Required work: Below are entries. Copy exactly the lines running from the line that holds "index dip: (309, 151)" to the line that holds "pinky tip: (726, 217)", with both ends included.

Structured pose outputs:
Start of Block

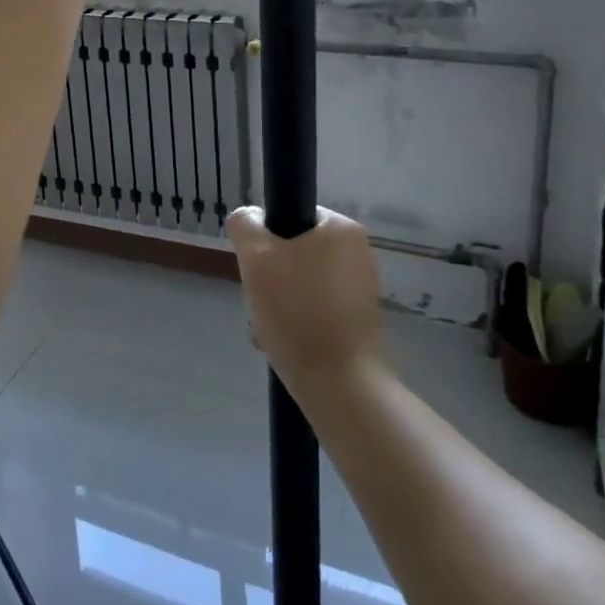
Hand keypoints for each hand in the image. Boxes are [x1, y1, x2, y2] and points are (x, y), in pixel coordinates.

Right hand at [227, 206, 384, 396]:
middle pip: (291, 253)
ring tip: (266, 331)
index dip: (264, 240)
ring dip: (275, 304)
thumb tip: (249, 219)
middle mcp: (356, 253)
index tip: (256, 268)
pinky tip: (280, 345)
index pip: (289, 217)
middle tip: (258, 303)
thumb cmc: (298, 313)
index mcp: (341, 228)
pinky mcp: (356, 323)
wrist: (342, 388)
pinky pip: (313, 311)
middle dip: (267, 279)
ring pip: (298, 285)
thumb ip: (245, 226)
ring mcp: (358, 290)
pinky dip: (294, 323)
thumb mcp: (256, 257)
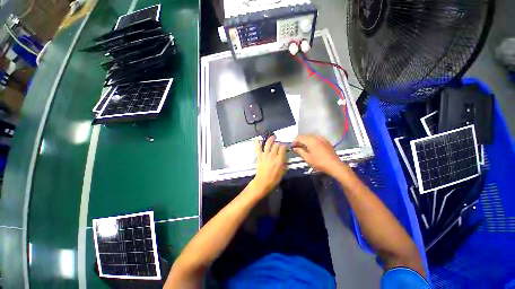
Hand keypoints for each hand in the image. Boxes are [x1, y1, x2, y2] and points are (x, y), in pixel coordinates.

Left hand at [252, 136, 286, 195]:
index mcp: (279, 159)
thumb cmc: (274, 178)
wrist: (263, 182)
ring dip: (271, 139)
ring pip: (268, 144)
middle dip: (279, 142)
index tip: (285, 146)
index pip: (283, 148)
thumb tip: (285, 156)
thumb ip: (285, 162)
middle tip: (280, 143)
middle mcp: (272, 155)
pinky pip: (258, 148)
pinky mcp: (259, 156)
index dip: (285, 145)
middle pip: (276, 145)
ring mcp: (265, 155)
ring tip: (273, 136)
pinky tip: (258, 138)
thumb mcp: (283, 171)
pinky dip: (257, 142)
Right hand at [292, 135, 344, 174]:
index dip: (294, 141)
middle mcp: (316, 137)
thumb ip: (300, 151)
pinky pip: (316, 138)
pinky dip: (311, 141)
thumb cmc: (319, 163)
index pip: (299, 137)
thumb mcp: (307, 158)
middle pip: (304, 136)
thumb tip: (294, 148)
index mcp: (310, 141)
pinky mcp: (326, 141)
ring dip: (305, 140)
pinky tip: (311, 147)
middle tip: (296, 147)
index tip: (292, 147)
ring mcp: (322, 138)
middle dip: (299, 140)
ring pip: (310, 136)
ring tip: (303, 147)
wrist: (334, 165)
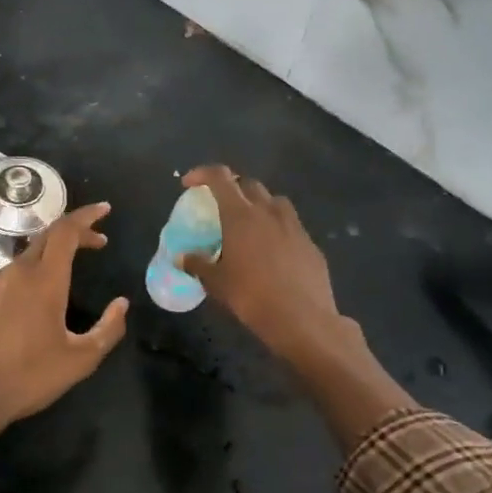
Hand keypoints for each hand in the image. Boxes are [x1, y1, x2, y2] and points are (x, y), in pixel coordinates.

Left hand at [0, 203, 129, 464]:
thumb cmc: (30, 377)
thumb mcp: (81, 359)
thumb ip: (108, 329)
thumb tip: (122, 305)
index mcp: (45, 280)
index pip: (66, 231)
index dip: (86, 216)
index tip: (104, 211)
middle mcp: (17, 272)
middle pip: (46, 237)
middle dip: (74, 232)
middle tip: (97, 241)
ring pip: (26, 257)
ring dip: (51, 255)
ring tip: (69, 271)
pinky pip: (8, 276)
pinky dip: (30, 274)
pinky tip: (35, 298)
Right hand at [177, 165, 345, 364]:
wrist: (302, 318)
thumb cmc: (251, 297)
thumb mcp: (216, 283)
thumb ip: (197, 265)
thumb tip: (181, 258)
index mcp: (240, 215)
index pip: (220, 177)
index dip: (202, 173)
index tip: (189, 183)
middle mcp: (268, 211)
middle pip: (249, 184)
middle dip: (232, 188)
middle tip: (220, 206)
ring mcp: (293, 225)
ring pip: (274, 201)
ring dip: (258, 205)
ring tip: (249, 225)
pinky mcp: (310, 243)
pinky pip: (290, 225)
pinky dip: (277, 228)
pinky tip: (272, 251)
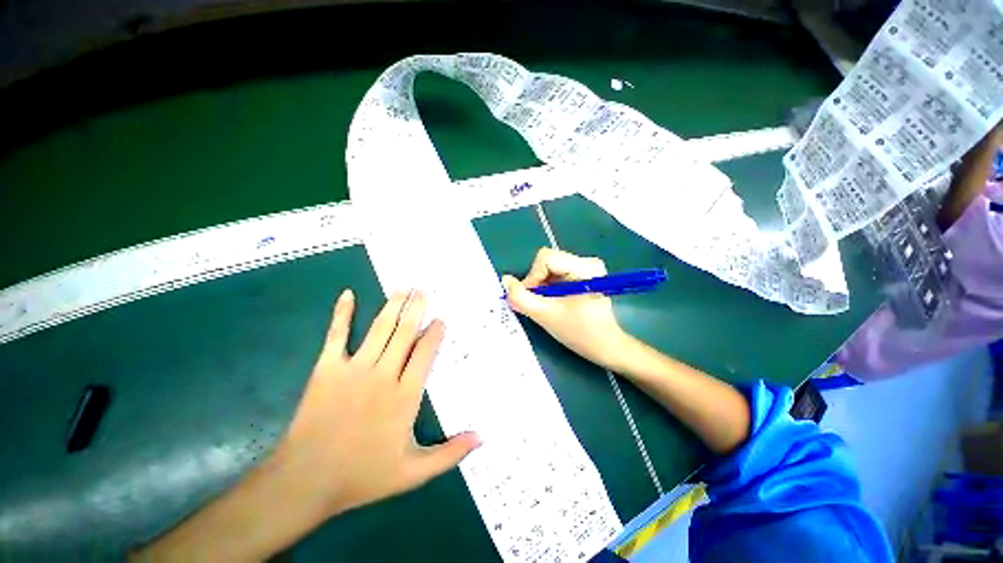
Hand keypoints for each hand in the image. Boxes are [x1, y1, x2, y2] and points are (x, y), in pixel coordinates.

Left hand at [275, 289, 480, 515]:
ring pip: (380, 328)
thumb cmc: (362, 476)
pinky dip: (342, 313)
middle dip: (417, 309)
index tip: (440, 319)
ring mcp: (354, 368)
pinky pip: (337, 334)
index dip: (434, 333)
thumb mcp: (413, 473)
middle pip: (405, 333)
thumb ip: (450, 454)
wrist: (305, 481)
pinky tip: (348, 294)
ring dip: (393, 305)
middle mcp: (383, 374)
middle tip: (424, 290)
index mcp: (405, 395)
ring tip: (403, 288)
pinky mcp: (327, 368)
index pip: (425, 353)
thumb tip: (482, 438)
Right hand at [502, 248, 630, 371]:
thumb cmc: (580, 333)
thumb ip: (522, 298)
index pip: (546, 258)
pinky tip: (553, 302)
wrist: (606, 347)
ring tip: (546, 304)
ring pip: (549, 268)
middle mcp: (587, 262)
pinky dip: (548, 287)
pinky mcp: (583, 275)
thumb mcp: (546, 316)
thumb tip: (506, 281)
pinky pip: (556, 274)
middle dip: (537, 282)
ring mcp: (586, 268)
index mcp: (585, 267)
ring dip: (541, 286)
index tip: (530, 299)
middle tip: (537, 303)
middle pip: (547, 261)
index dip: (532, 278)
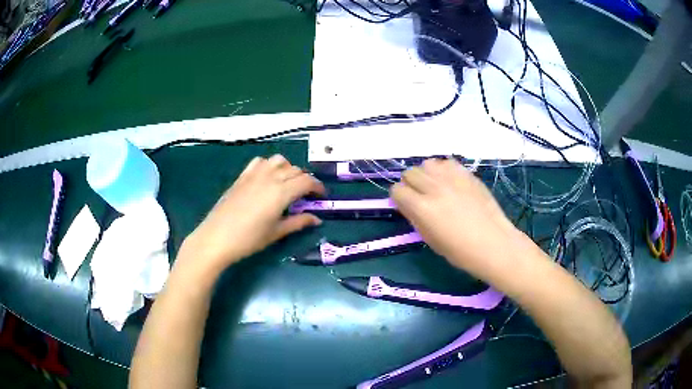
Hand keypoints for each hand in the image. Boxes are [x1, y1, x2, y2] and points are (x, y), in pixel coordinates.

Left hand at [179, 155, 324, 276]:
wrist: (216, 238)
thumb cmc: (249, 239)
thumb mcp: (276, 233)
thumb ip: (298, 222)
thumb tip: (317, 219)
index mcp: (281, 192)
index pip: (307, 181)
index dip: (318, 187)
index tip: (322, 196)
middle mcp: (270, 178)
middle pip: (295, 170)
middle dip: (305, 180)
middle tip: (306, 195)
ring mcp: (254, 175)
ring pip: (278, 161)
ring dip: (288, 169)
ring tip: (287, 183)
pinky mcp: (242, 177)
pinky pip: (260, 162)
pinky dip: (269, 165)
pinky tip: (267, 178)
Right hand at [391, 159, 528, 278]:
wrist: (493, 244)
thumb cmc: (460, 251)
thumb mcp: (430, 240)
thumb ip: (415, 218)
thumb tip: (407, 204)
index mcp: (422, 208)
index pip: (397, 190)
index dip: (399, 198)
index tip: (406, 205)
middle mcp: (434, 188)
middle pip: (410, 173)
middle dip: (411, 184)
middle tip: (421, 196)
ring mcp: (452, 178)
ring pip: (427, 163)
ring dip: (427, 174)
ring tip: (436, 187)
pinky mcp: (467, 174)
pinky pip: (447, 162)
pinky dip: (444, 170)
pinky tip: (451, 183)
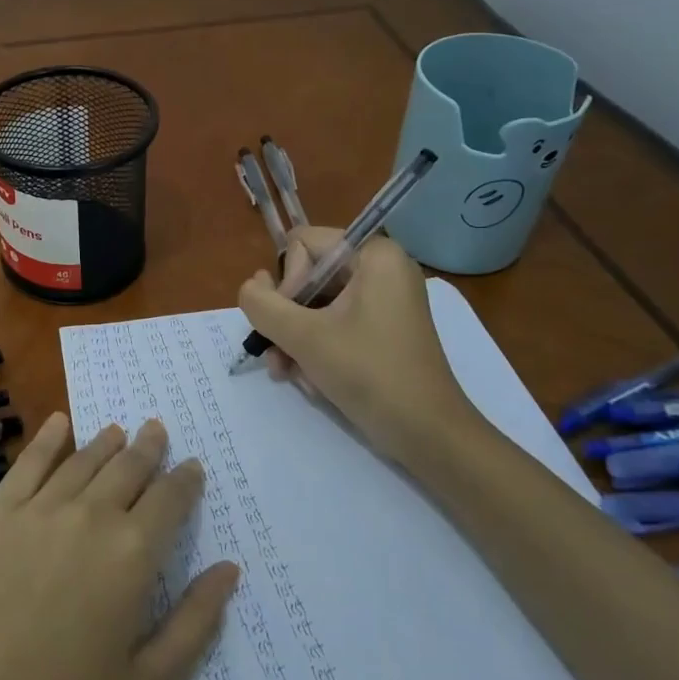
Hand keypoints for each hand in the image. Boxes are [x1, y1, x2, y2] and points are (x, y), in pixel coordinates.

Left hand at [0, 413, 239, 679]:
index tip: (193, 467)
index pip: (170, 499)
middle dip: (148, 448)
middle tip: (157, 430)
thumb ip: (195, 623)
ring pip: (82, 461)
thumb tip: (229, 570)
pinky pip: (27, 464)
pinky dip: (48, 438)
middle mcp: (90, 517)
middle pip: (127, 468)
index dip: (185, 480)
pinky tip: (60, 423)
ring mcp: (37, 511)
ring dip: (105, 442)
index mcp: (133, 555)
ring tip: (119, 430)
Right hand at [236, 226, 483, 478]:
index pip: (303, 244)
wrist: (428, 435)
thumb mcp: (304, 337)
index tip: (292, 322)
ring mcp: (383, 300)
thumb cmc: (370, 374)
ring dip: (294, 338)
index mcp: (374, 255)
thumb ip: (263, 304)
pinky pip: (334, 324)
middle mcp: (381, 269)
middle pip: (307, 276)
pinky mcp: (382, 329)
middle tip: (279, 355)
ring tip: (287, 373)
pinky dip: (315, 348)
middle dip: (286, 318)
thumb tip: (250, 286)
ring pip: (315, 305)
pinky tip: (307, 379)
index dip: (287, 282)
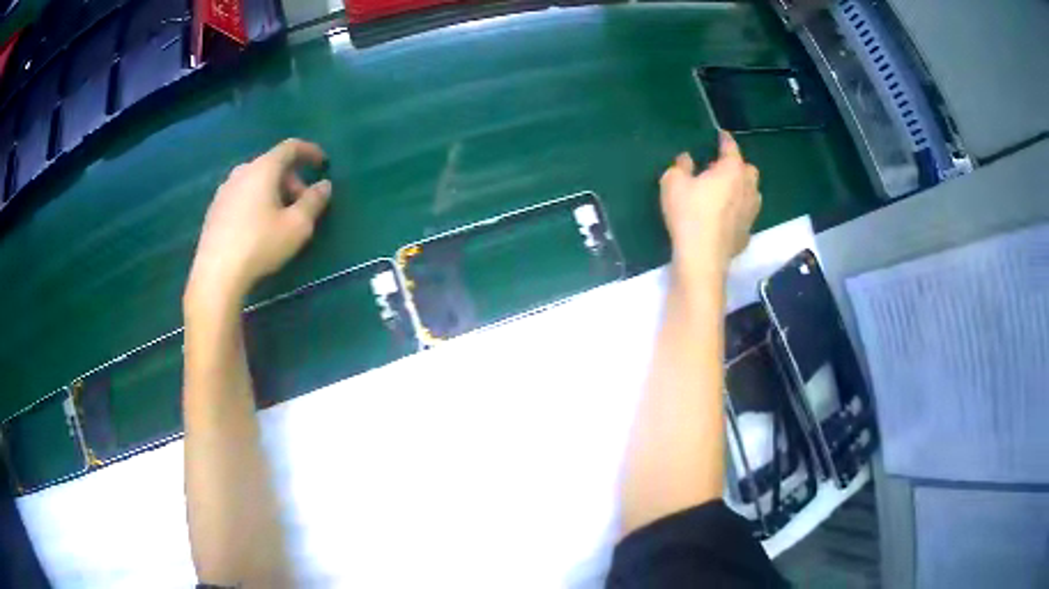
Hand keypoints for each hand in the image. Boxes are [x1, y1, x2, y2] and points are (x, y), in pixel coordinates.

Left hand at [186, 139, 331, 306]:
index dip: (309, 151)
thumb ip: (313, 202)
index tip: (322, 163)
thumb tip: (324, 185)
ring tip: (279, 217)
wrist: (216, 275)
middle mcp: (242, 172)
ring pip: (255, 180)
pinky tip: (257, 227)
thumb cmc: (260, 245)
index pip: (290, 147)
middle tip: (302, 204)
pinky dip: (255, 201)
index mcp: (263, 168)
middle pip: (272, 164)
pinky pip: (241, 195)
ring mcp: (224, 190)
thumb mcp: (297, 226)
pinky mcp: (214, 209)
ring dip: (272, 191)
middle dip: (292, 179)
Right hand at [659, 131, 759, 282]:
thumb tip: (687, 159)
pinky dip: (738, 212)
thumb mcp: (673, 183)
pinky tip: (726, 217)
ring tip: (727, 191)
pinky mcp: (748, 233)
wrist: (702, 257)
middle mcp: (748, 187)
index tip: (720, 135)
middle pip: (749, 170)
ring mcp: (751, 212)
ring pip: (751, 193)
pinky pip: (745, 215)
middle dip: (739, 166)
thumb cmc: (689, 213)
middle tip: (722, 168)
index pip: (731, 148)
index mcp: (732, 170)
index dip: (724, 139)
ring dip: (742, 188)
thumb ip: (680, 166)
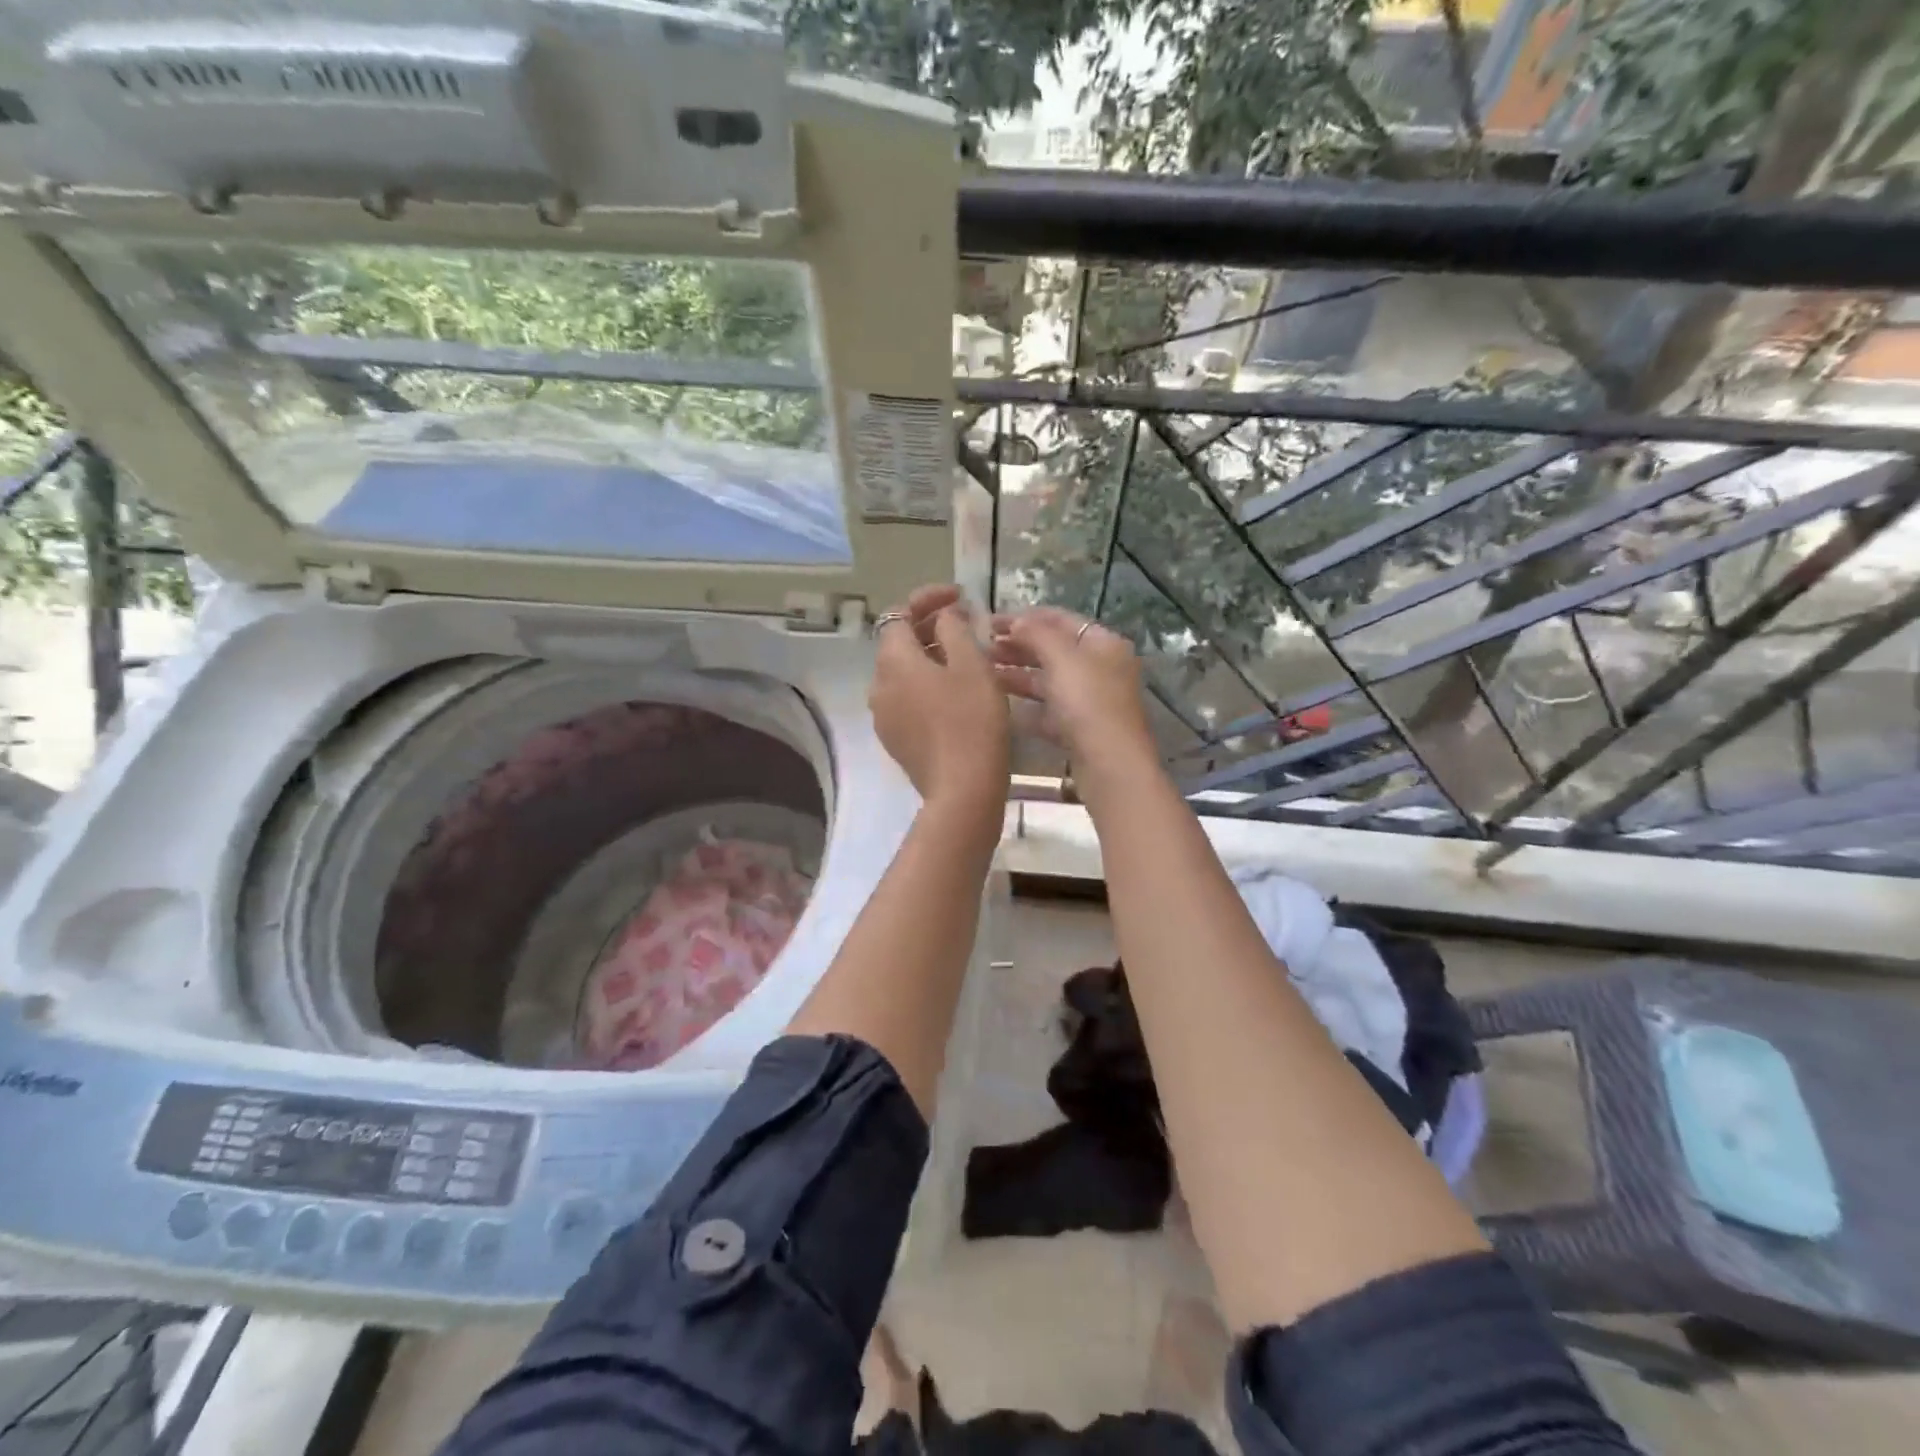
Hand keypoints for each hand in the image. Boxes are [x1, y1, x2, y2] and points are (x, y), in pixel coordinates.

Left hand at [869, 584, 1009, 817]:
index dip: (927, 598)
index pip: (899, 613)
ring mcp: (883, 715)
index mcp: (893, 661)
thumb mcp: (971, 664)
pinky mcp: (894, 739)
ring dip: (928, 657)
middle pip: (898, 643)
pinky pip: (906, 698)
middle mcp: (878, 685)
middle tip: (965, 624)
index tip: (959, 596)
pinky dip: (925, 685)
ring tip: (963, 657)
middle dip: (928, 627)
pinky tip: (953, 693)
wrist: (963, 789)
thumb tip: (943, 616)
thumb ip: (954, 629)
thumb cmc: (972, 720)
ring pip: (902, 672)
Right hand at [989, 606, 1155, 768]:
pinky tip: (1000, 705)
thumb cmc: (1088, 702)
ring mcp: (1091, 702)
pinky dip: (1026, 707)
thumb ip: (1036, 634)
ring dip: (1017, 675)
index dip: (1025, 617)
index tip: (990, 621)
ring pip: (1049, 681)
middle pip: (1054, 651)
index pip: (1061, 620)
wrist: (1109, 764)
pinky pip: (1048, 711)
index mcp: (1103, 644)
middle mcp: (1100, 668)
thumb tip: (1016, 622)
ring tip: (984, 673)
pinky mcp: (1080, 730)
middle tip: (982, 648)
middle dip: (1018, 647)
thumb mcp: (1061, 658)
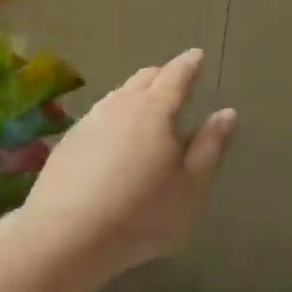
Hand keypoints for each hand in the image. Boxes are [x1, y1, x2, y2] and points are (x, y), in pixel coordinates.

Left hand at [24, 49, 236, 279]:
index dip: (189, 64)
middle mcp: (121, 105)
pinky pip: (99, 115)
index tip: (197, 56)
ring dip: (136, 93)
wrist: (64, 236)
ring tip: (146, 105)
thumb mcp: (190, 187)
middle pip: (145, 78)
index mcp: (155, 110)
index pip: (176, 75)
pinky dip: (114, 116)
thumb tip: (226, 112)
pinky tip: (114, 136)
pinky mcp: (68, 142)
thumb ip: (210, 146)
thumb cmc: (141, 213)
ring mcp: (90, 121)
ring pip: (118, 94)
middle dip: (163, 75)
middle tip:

End of Block

Your solution:
index dip: (309, 151)
thumb ip: (313, 202)
index tip: (322, 163)
thumb tip: (324, 185)
ring tip: (279, 217)
wrist: (216, 275)
middle mcp: (242, 172)
ring pip: (255, 180)
pinky tip: (257, 227)
thumb cmc: (260, 245)
index pip: (290, 147)
middle tip: (302, 204)
pinky dip: (255, 201)
index mcp: (263, 168)
middle pip: (272, 164)
pinky pip: (241, 195)
ring mcp: (224, 190)
thumb mcp: (297, 226)
pinky mcp: (214, 209)
ring dip: (272, 191)
middle dip: (292, 179)
Right hand at [659, 131, 759, 282]:
thumb tip: (687, 159)
pinky dip: (738, 212)
thumb mcp: (673, 183)
pinky tip: (726, 217)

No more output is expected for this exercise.